- Location of Greenwood in McHenry County, Illinois.
- Coordinates: 42°23′58″N 88°22′32″W﻿ / ﻿42.39944°N 88.37556°W
- Country: United States
- State: Illinois
- County: McHenry

Area
- • Total: 2.66 sq mi (6.88 km^{2})
- • Land: 2.66 sq mi (6.88 km^{2})
- • Water: 0 sq mi (0.00 km^{2})
- Elevation: 889 ft (271 m)

Population (2020)
- • Total: 324
- • Density: 122.0/sq mi (47.09/km^{2})
- Time zone: UTC-6 (CST)
- • Summer (DST): UTC-5 (CDT)
- ZIP code: 60097 (Wonder Lake) and 60098 (Woodstock)
- Area code: 815
- FIPS code: 17-31667
- GNIS feature ID: 2398207

= Greenwood, Illinois =

Greenwood is a village in McHenry County, Illinois, United States. It is a commuter village, part of the Chicago metropolitan area It was incorporated as a village on April 4, 1995. The population was 324 at the 2020 census.

==Geography==
According to the 2010 census, Greenwood has a total area of 1.86 sqmi, all land.

==Demographics==

Historical population
| Census | Pop. | Note | %± |
| 1880 | 137 |  | — |
| 2000 | 244 |  | — |
| 2010 | 255 |  | 4.5% |
| 2020 | 324 |  | 27.1% |
U.S. Decennial Census

===2020 census===

Greenwood village, Illinois – Racial and ethnic composition Note: the US Census treats Hispanic/Latino as an ethnic category. This table excludes Latinos from the racial categories and assigns them to a separate category. Hispanics/Latinos may be of any race.
| Race / Ethnicity (NH = Non-Hispanic) | Pop 2000 | Pop 2010 | Pop 2020 | % 2000 | % 2010 | % 2020 |
|---|---|---|---|---|---|---|
| White alone (NH) | 219 | 228 | 258 | 89.75% | 89.41% | 79.63% |
| Black or African American alone (NH) | 0 | 0 | 2 | 0.00% | 0.00% | 0.62% |
| Native American or Alaska Native alone (NH) | 0 | 0 | 1 | 0.00% | 0.00% | 0.31% |
| Asian alone (NH) | 6 | 1 | 1 | 2.46% | 0.39% | 0.31% |
| Pacific Islander alone (NH) | 0 | 0 | 0 | 0.00% | 0.00% | 0.00% |
| Other race alone (NH) | 0 | 0 | 1 | 0.00% | 0.00% | 0.31% |
| Mixed race or Multiracial (NH) | 3 | 3 | 9 | 1.23% | 1.18% | 2.78% |
| Hispanic or Latino (any race) | 16 | 23 | 52 | 6.56% | 9.02% | 16.05% |
| Total | 244 | 255 | 324 | 100.00% | 100.00% | 100.00% |

===2000 census===
As of the census of 2000, there were 244 people, 84 households, and 66 families residing in the village.

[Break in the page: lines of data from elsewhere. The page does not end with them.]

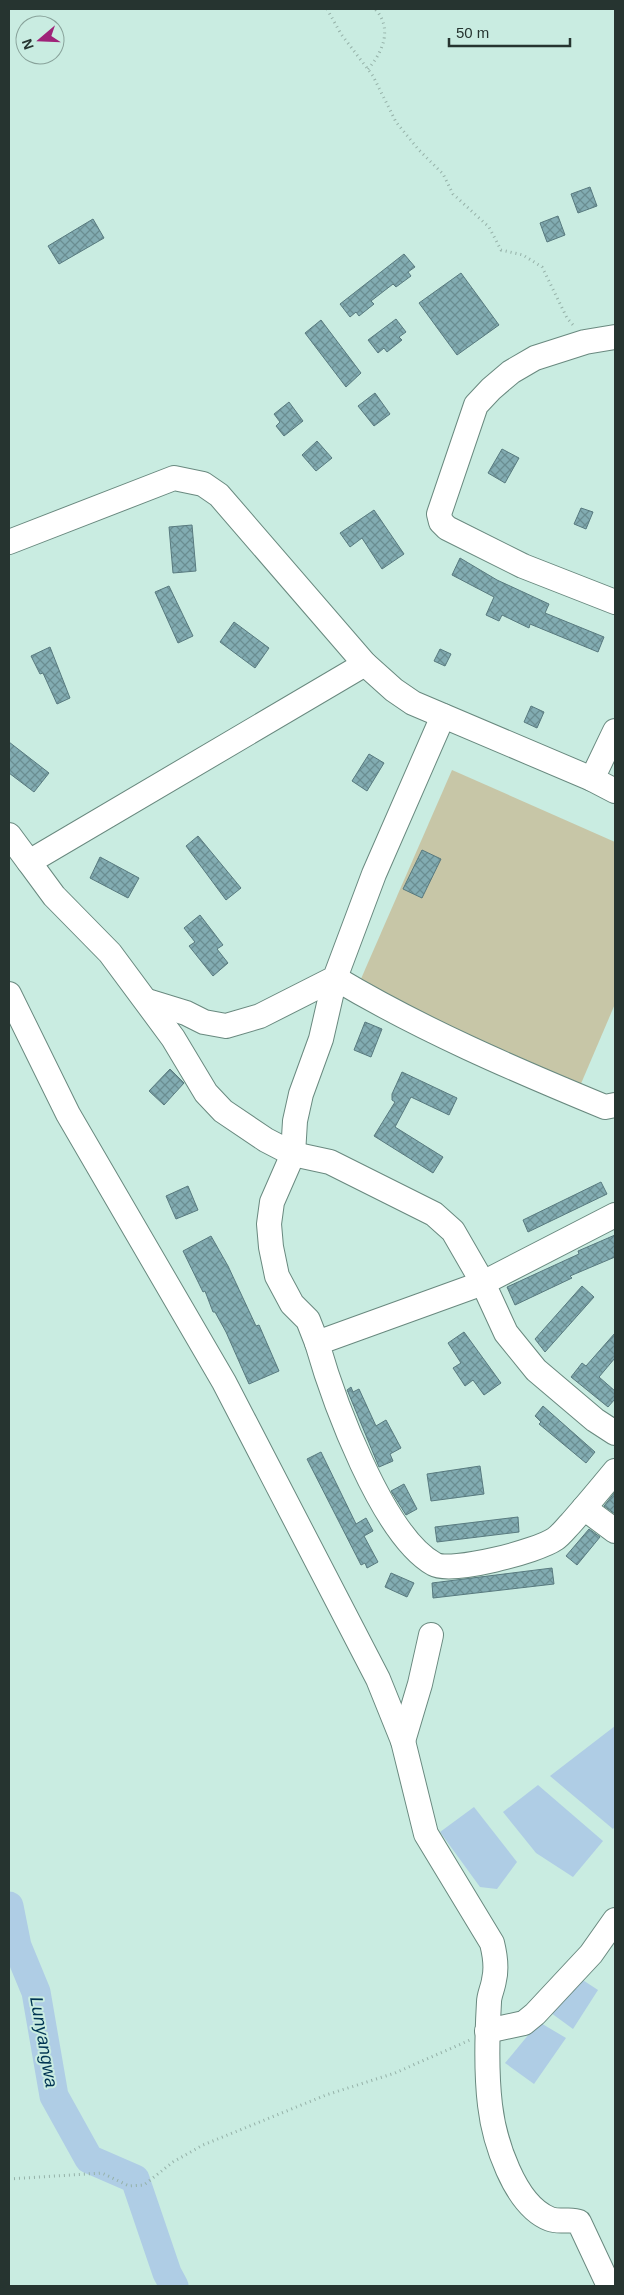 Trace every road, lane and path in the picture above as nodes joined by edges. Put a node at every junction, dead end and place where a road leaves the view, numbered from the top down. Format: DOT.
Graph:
graph roads {
  1 [pos="327,9"];
  2 [pos="375,9"];
  3 [pos="368,69"];
  4 [pos="615,337"];
  5 [pos="585,342"];
  6 [pos="9,542"];
  7 [pos="615,602"];
  8 [pos="365,664"];
  9 [pos="443,716"];
  10 [pos="615,730"];
  11 [pos="592,779"];
  12 [pos="615,791"];
  13 [pos="9,835"];
  14 [pos="29,862"];
  15 [pos="335,978"];
  16 [pos="9,994"];
  17 [pos="146,1001"];
  18 [pos="615,1105"];
  19 [pos="293,1154"];
  20 [pos="615,1215"];
  21 [pos="483,1283"];
  22 [pos="317,1343"];
  23 [pos="615,1433"];
  24 [pos="615,1471"];
  25 [pos="584,1508"];
  26 [pos="615,1531"];
  27 [pos="431,1635"];
  28 [pos="403,1741"];
  29 [pos="615,1920"];
  30 [pos="487,2031"];
  31 [pos="9,2179"];
  32 [pos="609,2286"];
  1 -- 3 [label="path"];
  2 -- 3 [label="path"];
  3 -- 5 [label="path"];
  4 -- 5 [label="street"];
  5 -- 7 [label="street"];
  6 -- 8 [label="street"];
  8 -- 9 [label="street"];
  8 -- 14 [label="street"];
  9 -- 11 [label="street"];
  9 -- 15 [label="street"];
  10 -- 11 [label="street"];
  11 -- 12 [label="street"];
  13 -- 14 [label="street"];
  14 -- 17 [label="street"];
  15 -- 17 [label="street"];
  15 -- 18 [label="street"];
  15 -- 19 [label="street"];
  16 -- 28 [label="street"];
  17 -- 19 [label="street"];
  19 -- 21 [label="street"];
  19 -- 22 [label="street"];
  20 -- 21 [label="street"];
  21 -- 22 [label="street"];
  21 -- 23 [label="street"];
  22 -- 25 [label="street"];
  24 -- 25 [label="street"];
  25 -- 26 [label="street"];
  27 -- 28 [label="street"];
  28 -- 30 [label="street"];
  29 -- 30 [label="street"];
  30 -- 31 [label="path"];
  30 -- 32 [label="street"];
}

The population density was 156.6 PD/sqmi. There were 86 housing units at an average density of 55.2 /sqmi. The racial makeup of the village was 93.03% White, 2.46% Asian, 0.82% from other races, and 3.69% from two or more races. Hispanic or Latino of any race were 6.56% of the population.

There were 84 households, out of which 34.5% had children under the age of 18 living with them, 64.3% were married couples living together, 6.0% had a female householder with no husband present, and 21.4% were non-families. 16.7% of all households were made up of individuals, and 4.8% had someone living alone who was 65 years of age or older. The average household size was 2.90 and the average family size was 3.27.

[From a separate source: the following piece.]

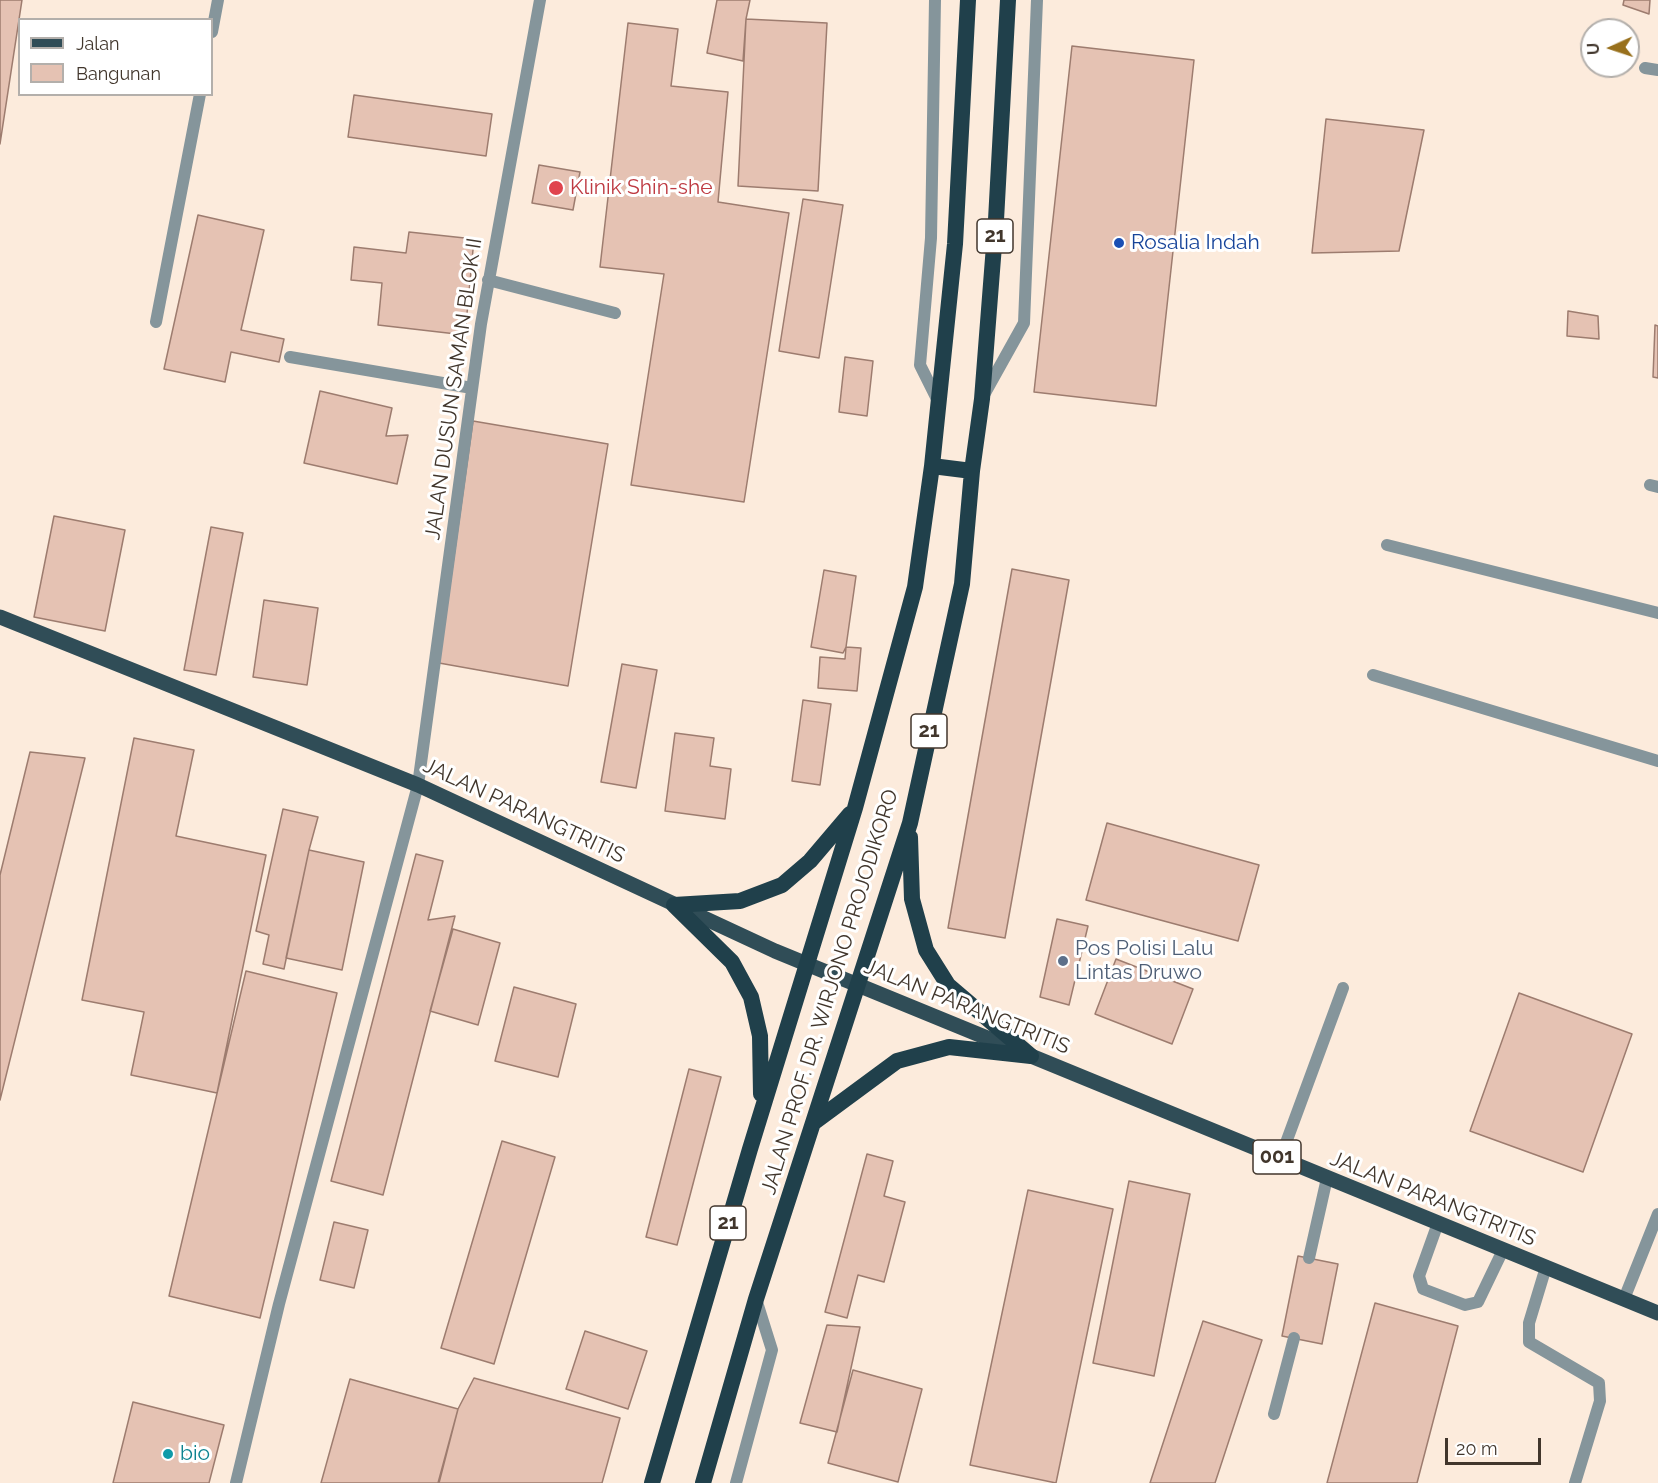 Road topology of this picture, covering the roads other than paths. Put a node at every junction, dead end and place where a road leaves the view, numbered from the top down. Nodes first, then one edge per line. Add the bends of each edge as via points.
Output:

In the village, the population was spread out, with 29.1% under the age of 18, 6.6% from 18 to 24, 28.3% from 25 to 44, 25.0% from 45 to 64, and 11.1% who were 65 years of age or older. The median age was 38 years. For every 100 females, there were 101.7 males. For every 100 females age 18 and over, there were 101.2 males.

The median income for a household in the village was $56,250, and the median income for a family was $65,179. Males had a median income of $40,000 versus $32,708 for females. The per capita income for the village was $19,216. About 3.2% of families and 7.2% of the population were below the poverty line, including 11.8% of those under the age of eighteen and none of those 65 or over.